Adventure bike riding questions answered by our team of experts
Q Me and my fiancée are in the process of planning our first trip across Europe together. This will be her first long-distance trip on a motorcycle and our first two-up tour together. Do you have any advice for touring two-up as a couple?
Having ridden from California to Tierra del Fuego two-up, ABRs Mike and Amie Tornincasa, authors of Motorcycle South America, say:
A Remember that the trip is for both of you, and therefore different than if you were going alone. Decisions have to be made mutually even if one person controls where the bike goes and how fast. Both people must equally want to do and complete the trip. If one is pushing the other, it will not play out well. Work together as a team by each having your own responsibilities. For example, I was navigator and rider of the bike; Amie was in charge of organisation and security.
Try not to have any expectations, other than the inevitable challenges you’ll face, just the excitement of not knowing what lies ahead kept us from any disappointment which could have easily been blamed on each other. We knew this trip could drive us to divorce. We both accepted that fact before we began our journey.
We don’t recommend using an intercom system. There’s plenty of time to talk about the day’s events when you’re off the bike and relaxing over a beer. With all of the ‘togetherness’ time, the quiet time on the road was welcome by both of us. Good luck, and have a fantastic trip!
Q I really enjoyed the Ukraine article in the last issue of ABR and want to ride around the Black Sea (Ukraine, Georgia, Turkey…). What’s the position in these countries regarding minimum road risk insurance?
ABR contributor James Owens says:
A The Black Sea circuit can take in seven countries and each one has its own insurance requirements. I can tell you from experience that each place may well change its policy. Crossing the Ukraine-Poland border, I didn’t have any issues proffering a V5, my third party insurance, MOT, passport and a big cheesy grin. For entry requirements I’d check with the FCO (www.fco.gov.uk) and print off details for each country. You can also pick up an International Driving Licence at an authorised Post Office – I’ve never been asked for one but it can help to make things a lot smoother.
I’ve never been asked for a Green Card, but it is recognised in the Ukraine. NB: a Green Card is not insurance; it’s just proof you already have insurance. See www.direct.gov.uk for countries which require a Green Card. The Green Card system is administered in the UK by the Motor Insurers’ Bureau (MIB) (01908 830 001). Good luck, and enjoy the ride!
Q I’ve only recently passed my bike test, and this weekend I’m picking up a Kawasaki Versys. After some great help and advice from the ABR forums (thanks guys!), I’ve got my luggage on order and should be ready to hit the road soon to explore Ireland. I can’t wait to get away!

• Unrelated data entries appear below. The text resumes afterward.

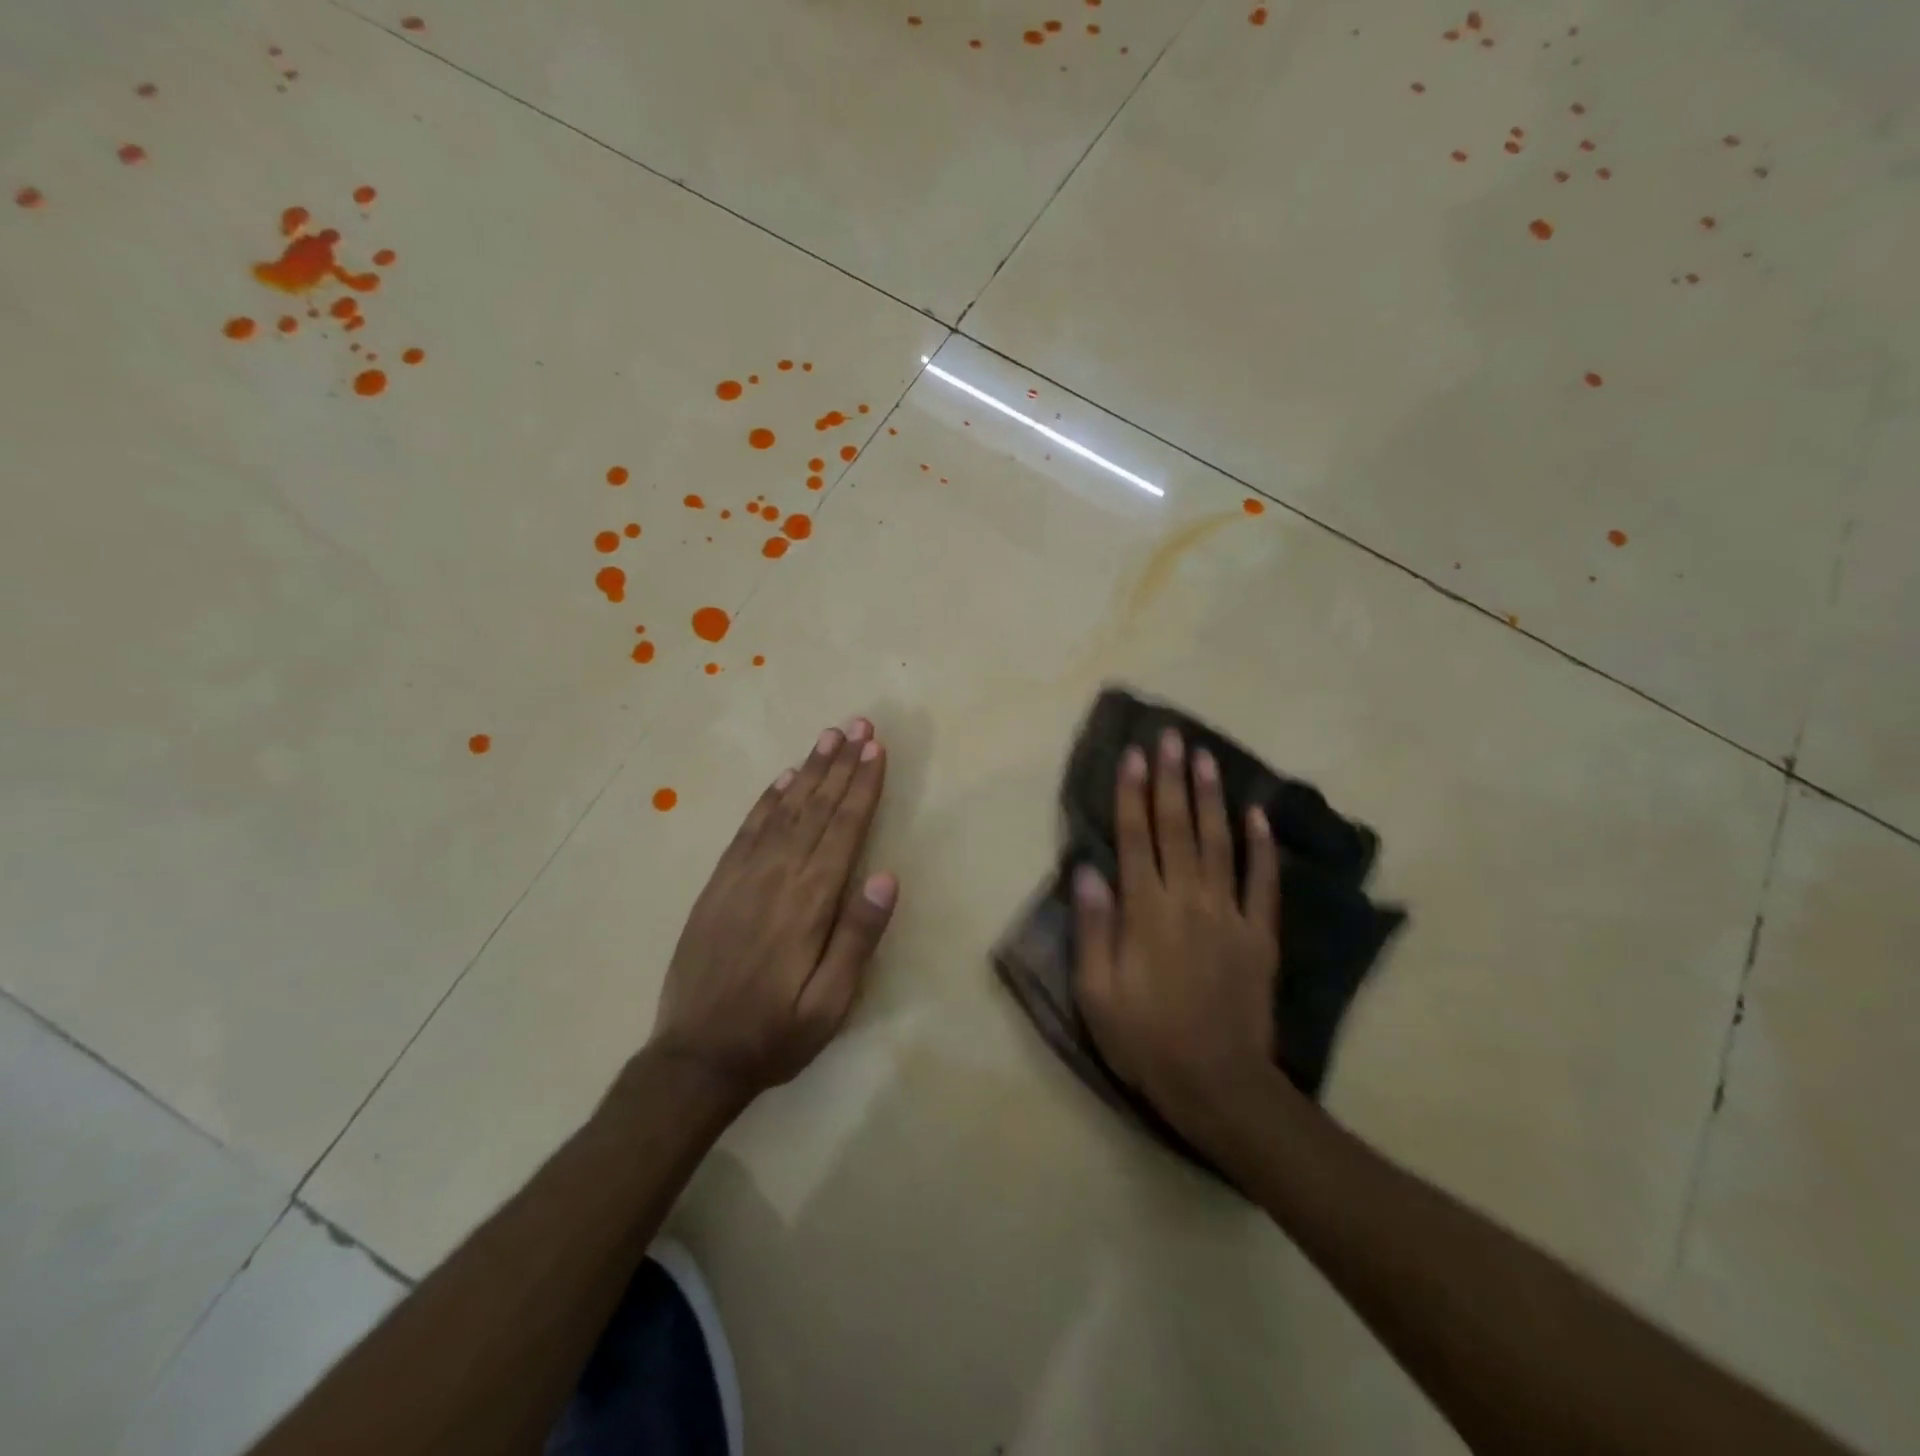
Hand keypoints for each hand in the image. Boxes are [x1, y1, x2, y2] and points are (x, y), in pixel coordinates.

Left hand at [649, 717, 898, 1100]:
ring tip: (828, 737)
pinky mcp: (718, 885)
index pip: (844, 829)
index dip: (862, 786)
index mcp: (809, 902)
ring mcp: (742, 877)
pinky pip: (747, 830)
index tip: (876, 749)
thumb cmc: (775, 1034)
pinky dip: (768, 800)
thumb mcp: (830, 1003)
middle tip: (859, 725)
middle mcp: (777, 877)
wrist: (695, 1057)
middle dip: (841, 765)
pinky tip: (783, 780)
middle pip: (816, 809)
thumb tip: (886, 877)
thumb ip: (857, 938)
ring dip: (809, 771)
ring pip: (783, 810)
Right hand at [1073, 729, 1282, 1132]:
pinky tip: (1258, 815)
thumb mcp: (1097, 992)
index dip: (1132, 793)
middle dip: (1171, 779)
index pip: (1135, 838)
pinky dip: (1261, 847)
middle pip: (1177, 828)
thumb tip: (1087, 869)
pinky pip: (1263, 883)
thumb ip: (1094, 927)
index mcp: (1146, 912)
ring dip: (1211, 798)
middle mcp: (1188, 900)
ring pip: (1219, 843)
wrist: (1218, 1085)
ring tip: (1207, 758)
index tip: (1134, 754)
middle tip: (1171, 737)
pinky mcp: (1260, 936)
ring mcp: (1229, 916)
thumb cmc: (1146, 1040)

So my question is: I have sleeping gear, eating gear, clothes, a road map, a bike and not a care in the world for two weeks. Do I really need anything else?
ABR and author Sam Manicom says:
A First of all, welcome to the world of travel on two wheels! Congratulations on passing your test. The fun begins, and what better way to start it than a two-week cruise around Ireland.
When camping, you’ll enjoy the experience more if have a great tent; a two-man if you’re on your own. It’ll be your home for two weeks. Take a really good sleeping mat and a good sleeping bag as well. Don’t forget that even in the summer it can get chilly. I always like to have a silk sleeping bag liner, too. It gives you the chance to sleep cool if you get a blistering Irish break, and it’ll rinse out easily and dry quickly.
The real trick is to carry far fewer clothes than you think you’ll need. You’ll probably end up wearing the same stuff almost day after day, so make sure it’s comfortable and washes and dries easily. Think layers so you can add and subtract according to the weather. Do have some other footwear to slip out of your bike boots into at the end of the day – your feet will love you for it!
A decent cooker and pots are a must if you’re cooking for yourself, but remember you can always pick up any kit find you do need along the way.
A guidebook will pay you dividends, both in terms of things to see, and places to stay. A good one will allow you the freedom to make the ride up as you go along. Local tourist offices are also good to stop off at. If there’s a festival or a fair going on somewhere, you’ll find about it in there. Enjoy those side roads, too – lots of hidden delights to be found down them.
The only other thing you should take is your time. There are lots of things to see at 50mph, which at 70mph will be a blur. I’m talking views, potholes, and the tractor that appears around a corner. Have a great trip out there. I’m looking forward to seeing how it goes on the ABR forum. Hopefully you’ll have some great pics to show us, too.